» **Assigned task**
Nothing but the records beneath, reproduced exactly, should appear in the answer.

» **Raw data**

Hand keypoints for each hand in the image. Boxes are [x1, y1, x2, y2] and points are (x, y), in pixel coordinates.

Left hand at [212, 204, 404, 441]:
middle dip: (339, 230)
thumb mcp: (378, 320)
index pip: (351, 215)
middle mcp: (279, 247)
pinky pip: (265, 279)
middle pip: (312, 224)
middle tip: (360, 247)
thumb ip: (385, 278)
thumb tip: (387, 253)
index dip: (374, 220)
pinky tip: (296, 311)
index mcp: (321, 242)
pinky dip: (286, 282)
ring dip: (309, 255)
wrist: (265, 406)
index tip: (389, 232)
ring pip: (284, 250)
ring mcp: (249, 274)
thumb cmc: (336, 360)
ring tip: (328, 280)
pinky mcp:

» **Answer box**
Hand keypoints for each hand in the image. Boxes are [x1, y1, x2, y2] and points are (x, y), in pixel coordinates.

Left hand at [212, 204, 404, 441]:
middle dip: (339, 230)
thumb mcp: (378, 320)
index pip: (351, 215)
middle mcp: (279, 247)
pinky pip: (265, 279)
middle pip: (312, 224)
middle tip: (360, 247)
thumb ip: (385, 278)
thumb tip: (387, 253)
index dip: (374, 220)
pinky tip: (296, 311)
index mcp: (321, 242)
pinky dip: (286, 282)
ring dip: (309, 255)
wrist: (265, 406)
index tip: (389, 232)
ring pip: (284, 250)
ring mcp: (249, 274)
thumb cmc: (336, 360)
ring tip: (328, 280)
pinky mcp:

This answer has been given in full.